Complications and Pitfalls
Surgeons managing chronic PTFJ dislocations must be prepared to navigate several severe complications:
- Common Peroneal Nerve Palsy: The most devastating complication. It can occur from direct iatrogenic injury during dissection, traction neuropraxia during fibular reduction, or postoperative hematoma compression. Meticulous neurolysis and careful retractor placement are mandatory.
- Posterolateral Corner (PLC) Instability: Failure to adequately reattach the FCL and biceps femoris to the tibia during a fibulectomy will result in profound varus and rotatory instability of the knee.

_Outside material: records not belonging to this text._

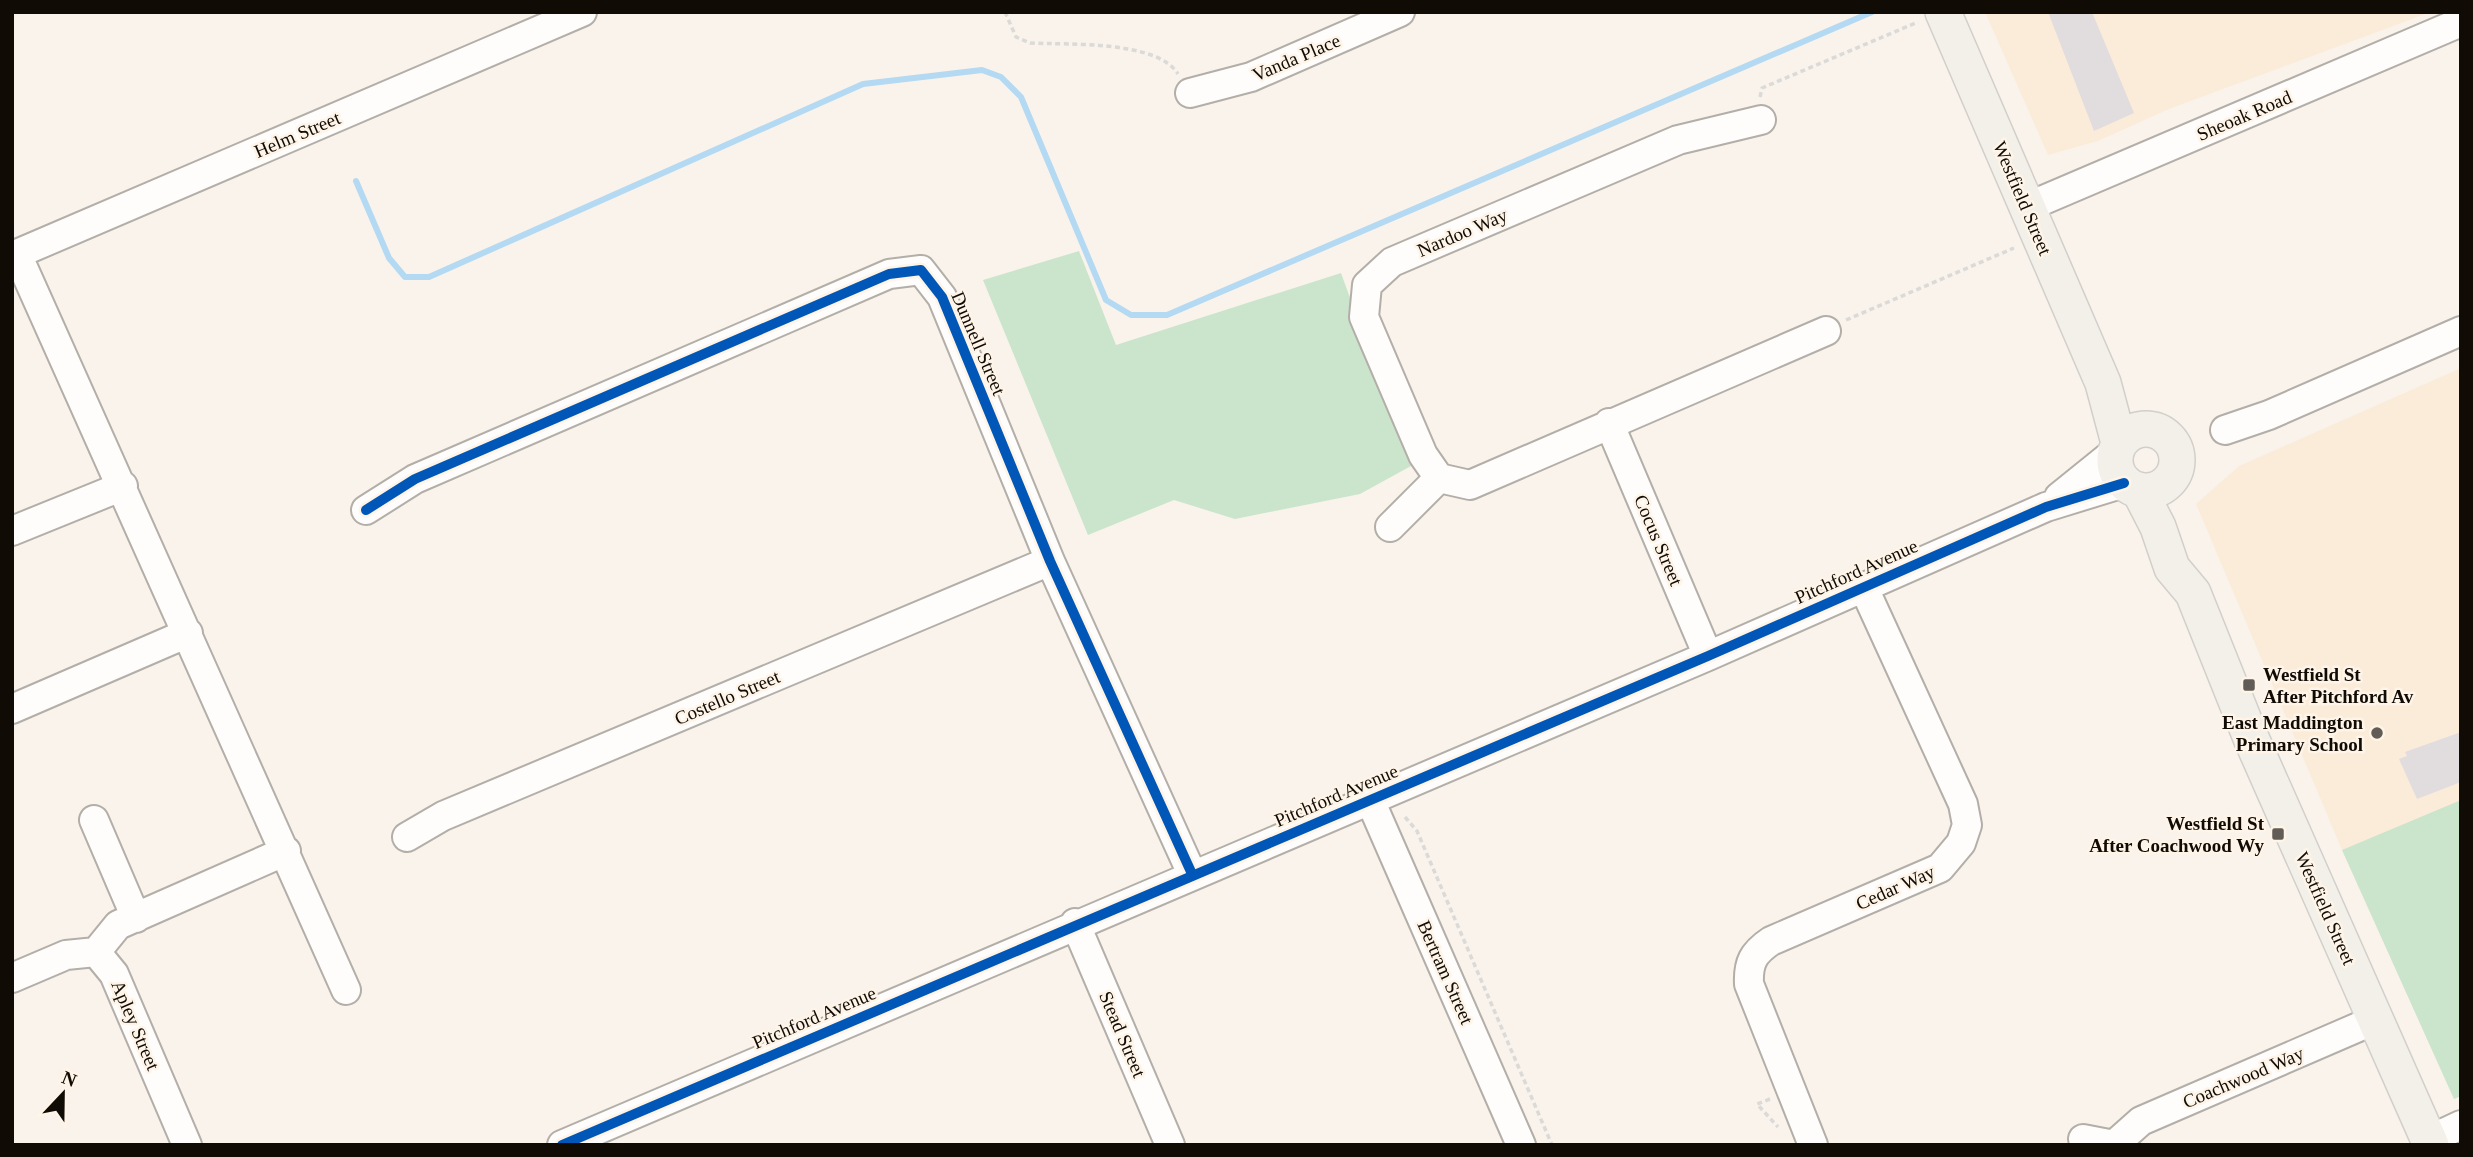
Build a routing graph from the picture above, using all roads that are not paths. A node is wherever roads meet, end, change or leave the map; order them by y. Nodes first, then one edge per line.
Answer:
1 (582, 12) edge
2 (1400, 12) edge
3 (1931, 17) edge
4 (2461, 22) edge
5 (1190, 93) road end
6 (1760, 106) road end
7 (2027, 207) junction
8 (15, 255) edge
9 (1826, 331) road end
10 (2461, 331) edge
11 (2104, 383) junction
12 (1609, 423) junction
13 (2151, 429) junction
14 (2225, 430) dead end
15 (2133, 470) junction
16 (1438, 478) junction
17 (123, 486) junction
18 (366, 510) dead end
19 (1390, 527) dead end
20 (12, 531) edge
21 (1050, 561) junction
22 (1863, 586) junction
23 (188, 633) junction
24 (1708, 656) junction
25 (12, 709) edge
26 (1375, 811) junction
27 (94, 820) dead end
28 (407, 837) dead end
29 (286, 851) junction
30 (1192, 874) junction
31 (136, 918) junction
32 (1075, 923) junction
33 (96, 952) junction
34 (12, 978) edge
35 (346, 990) dead end
36 (2377, 1020) junction
37 (2461, 1125) edge
38 (2084, 1139) dead end
39 (2430, 1142) edge
40 (187, 1145) edge
41 (562, 1145) edge
42 (1170, 1145) edge
43 (1521, 1145) edge
44 (1813, 1145) edge

1 - 8 street, Helm Street
2 - 5 street, Vanda Place
3 - 7 main road, Westfield Street
4 - 7 street, Sheoak Road
6 - 16 street, Nardoo Way
7 - 11 main road, Westfield Street
8 - 17 street
9 - 12 street
10 - 14 street
11 - 13 main road, Westfield Street
11 - 15 main road, Westfield Street
12 - 16 street
12 - 24 street, Cocus Street
13 - 15 main road
13 - 15 main road, Westfield Street
15 - 22 street, Pitchford Avenue
15 - 36 main road, Westfield Street
16 - 19 street
17 - 20 street
17 - 23 street
18 - 21 street, Dunnell Street
21 - 28 street, Costello Street
21 - 30 street, Dunnell Street
22 - 24 street, Pitchford Avenue
22 - 44 street, Cedar Way
23 - 25 street
23 - 29 street
24 - 26 street, Pitchford Avenue
26 - 30 street, Pitchford Avenue
26 - 43 street, Bertram Street
27 - 31 street
29 - 31 street
29 - 35 street
30 - 32 street, Pitchford Avenue
31 - 33 street
32 - 41 street, Pitchford Avenue
32 - 42 street, Stead Street
33 - 34 street
33 - 40 street, Apley Street
36 - 38 street, Coachwood Way
36 - 39 main road, Westfield Street
37 - 39 street

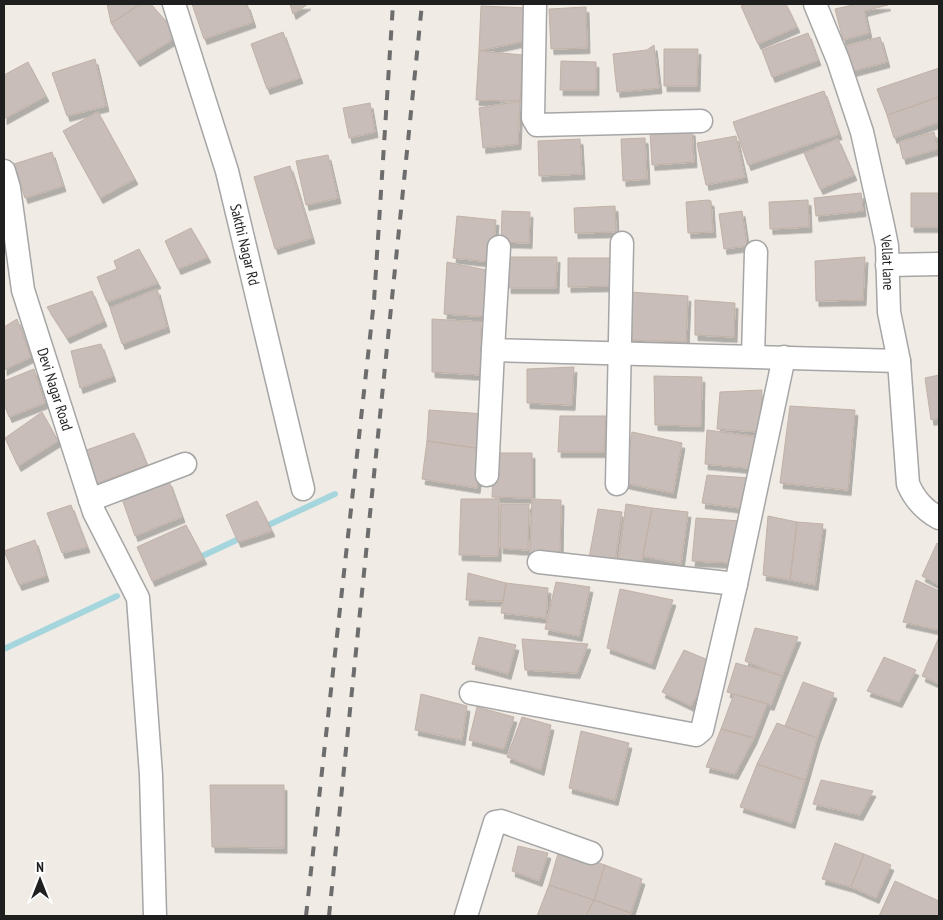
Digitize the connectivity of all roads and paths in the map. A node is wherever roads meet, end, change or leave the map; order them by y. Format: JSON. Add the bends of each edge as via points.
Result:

- Ankle Morbidity: As discussed, arthrodesis or failure to remove a temporary syndesmotic screw will restrict fibular rotation, leading to secondary ankle pain and syndesmotic widening.
- Recurrent Instability: Can occur following ligamentous reconstruction if the graft stretches out or if the temporary fixation is removed prematurely before biologic graft incorporation occurs.
Conclusion
Chronic unreduced dislocations of the proximal tibiofibular joint represent a complex biomechanical challenge. While conservative measures may suffice for low-demand or asymptomatic patients, surgical intervention is required for those with persistent pain, instability, or neurological symptoms. Proximal fibular resection with meticulous PLC reconstruction remains a reliable workhorse procedure, while anatomic ligamentous reconstruction with temporary screw fixation offers an excellent joint-preserving alternative for younger, high-demand patients. Arthrodesis should be relegated to historical interest due to its unacceptable rate of secondary ankle morbidity.